> [Required action]:
Across the records that follow, count each line holding "numbered", and write only the total.

> [Raw data]:
──────────
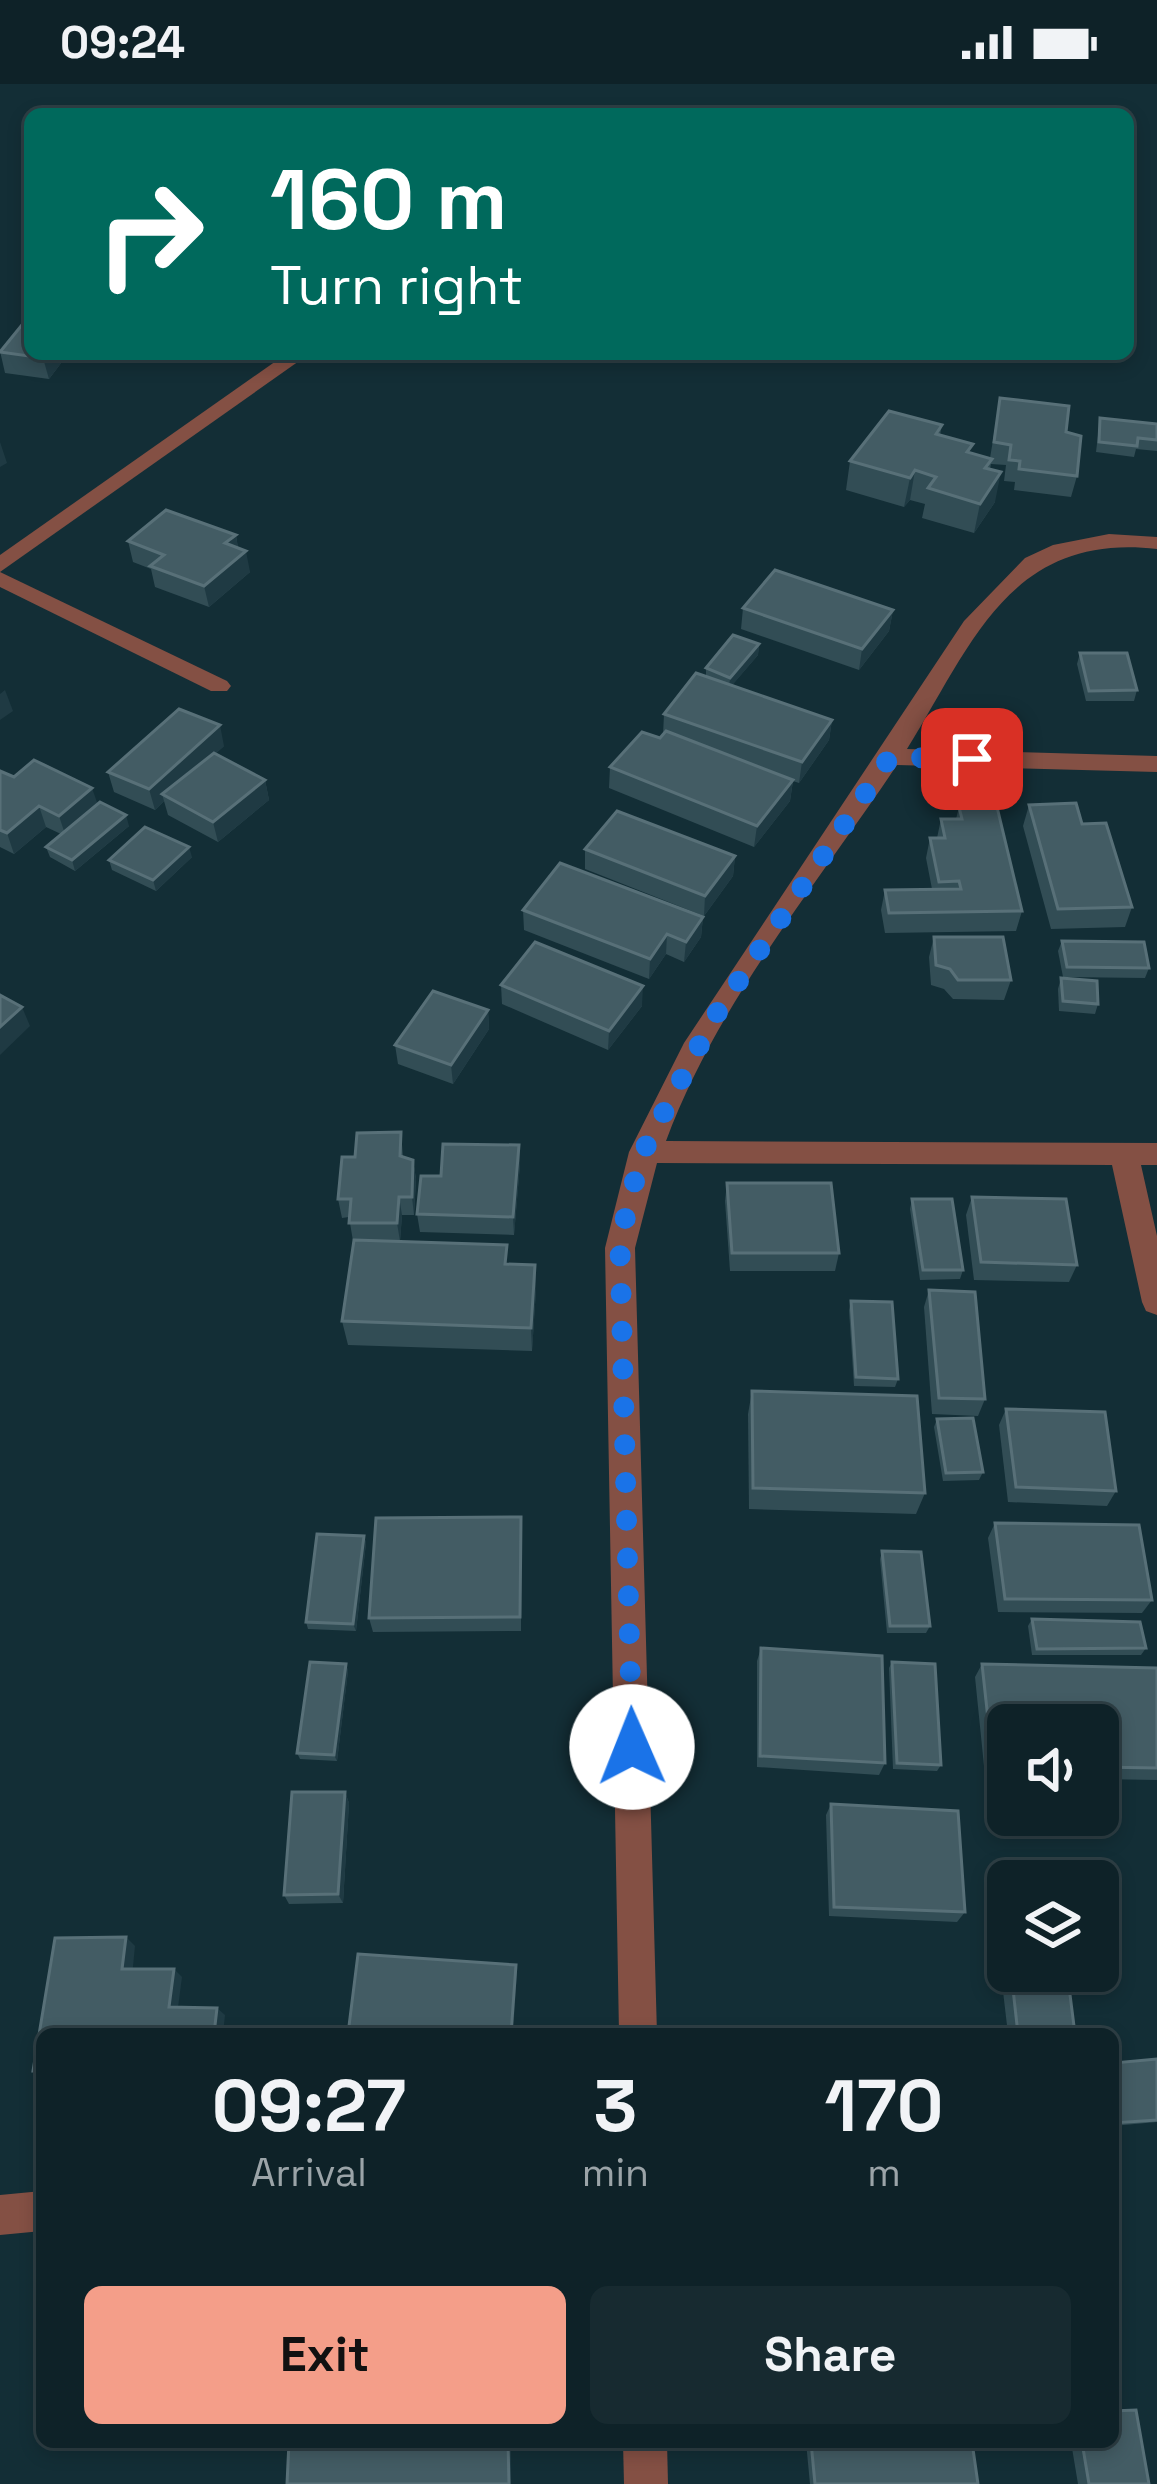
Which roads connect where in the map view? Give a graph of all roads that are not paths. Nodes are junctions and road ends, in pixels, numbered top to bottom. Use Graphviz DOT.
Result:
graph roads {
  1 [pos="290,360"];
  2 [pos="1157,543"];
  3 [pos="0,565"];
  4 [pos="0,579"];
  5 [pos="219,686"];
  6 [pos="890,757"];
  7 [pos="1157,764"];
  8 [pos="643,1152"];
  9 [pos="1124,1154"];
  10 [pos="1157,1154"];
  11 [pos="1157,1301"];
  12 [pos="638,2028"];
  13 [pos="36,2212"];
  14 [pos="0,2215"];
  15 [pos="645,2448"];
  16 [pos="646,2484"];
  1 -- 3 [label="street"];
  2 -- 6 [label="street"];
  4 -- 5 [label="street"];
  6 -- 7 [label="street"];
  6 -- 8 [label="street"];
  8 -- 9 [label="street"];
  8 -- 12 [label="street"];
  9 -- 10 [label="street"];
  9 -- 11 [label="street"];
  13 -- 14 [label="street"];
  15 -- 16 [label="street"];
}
──────────
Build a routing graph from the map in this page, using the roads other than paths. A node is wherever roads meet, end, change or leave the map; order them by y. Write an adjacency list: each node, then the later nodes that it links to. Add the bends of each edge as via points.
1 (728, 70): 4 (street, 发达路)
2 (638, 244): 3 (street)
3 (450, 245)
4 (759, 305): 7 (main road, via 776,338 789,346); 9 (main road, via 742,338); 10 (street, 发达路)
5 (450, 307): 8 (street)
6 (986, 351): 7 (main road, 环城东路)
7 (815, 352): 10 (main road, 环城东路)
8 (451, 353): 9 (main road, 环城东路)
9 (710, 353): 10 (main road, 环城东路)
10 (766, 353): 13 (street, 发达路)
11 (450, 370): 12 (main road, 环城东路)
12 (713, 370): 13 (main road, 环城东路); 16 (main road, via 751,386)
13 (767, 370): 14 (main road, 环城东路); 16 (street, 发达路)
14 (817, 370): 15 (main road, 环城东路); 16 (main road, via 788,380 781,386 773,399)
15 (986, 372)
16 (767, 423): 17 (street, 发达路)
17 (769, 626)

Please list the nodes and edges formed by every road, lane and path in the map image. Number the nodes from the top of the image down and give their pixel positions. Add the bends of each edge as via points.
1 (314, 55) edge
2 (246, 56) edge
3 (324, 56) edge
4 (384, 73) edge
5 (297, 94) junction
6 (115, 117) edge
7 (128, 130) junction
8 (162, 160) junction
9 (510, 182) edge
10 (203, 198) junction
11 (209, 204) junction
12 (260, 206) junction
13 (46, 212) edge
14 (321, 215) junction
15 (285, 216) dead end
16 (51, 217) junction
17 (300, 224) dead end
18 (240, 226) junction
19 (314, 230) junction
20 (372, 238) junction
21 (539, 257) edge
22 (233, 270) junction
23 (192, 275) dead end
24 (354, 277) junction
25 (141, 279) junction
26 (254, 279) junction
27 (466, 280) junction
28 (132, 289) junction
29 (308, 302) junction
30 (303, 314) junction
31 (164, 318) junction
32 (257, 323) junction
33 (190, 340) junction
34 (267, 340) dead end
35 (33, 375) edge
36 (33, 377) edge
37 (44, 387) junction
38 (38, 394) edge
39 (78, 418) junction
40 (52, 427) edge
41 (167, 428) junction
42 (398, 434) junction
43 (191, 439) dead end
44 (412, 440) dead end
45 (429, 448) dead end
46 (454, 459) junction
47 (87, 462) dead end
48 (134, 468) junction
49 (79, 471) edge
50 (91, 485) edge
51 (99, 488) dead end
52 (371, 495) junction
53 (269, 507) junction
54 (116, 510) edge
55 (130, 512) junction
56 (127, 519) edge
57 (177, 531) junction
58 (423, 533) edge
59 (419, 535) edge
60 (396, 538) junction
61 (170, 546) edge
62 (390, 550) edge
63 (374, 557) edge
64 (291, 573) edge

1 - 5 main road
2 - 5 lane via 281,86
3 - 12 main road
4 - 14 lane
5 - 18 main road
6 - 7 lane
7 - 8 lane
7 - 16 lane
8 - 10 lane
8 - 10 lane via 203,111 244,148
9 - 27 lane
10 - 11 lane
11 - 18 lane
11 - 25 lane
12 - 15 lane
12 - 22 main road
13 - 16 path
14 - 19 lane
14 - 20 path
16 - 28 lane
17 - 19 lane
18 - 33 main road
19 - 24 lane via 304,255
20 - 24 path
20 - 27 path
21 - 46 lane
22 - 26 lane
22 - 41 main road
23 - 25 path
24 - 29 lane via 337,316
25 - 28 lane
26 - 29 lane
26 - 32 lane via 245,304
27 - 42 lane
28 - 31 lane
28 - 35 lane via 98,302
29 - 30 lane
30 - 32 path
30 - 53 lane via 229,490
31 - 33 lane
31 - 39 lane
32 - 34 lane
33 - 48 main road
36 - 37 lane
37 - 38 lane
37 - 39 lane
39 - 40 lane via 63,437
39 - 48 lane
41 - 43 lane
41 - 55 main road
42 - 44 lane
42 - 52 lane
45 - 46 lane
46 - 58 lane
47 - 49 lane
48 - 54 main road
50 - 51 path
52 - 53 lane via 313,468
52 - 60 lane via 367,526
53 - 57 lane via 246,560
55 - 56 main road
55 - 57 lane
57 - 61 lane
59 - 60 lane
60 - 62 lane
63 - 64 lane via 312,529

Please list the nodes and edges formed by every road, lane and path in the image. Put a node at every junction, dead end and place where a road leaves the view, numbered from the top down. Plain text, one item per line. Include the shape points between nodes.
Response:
──────────
> [Task result]:
2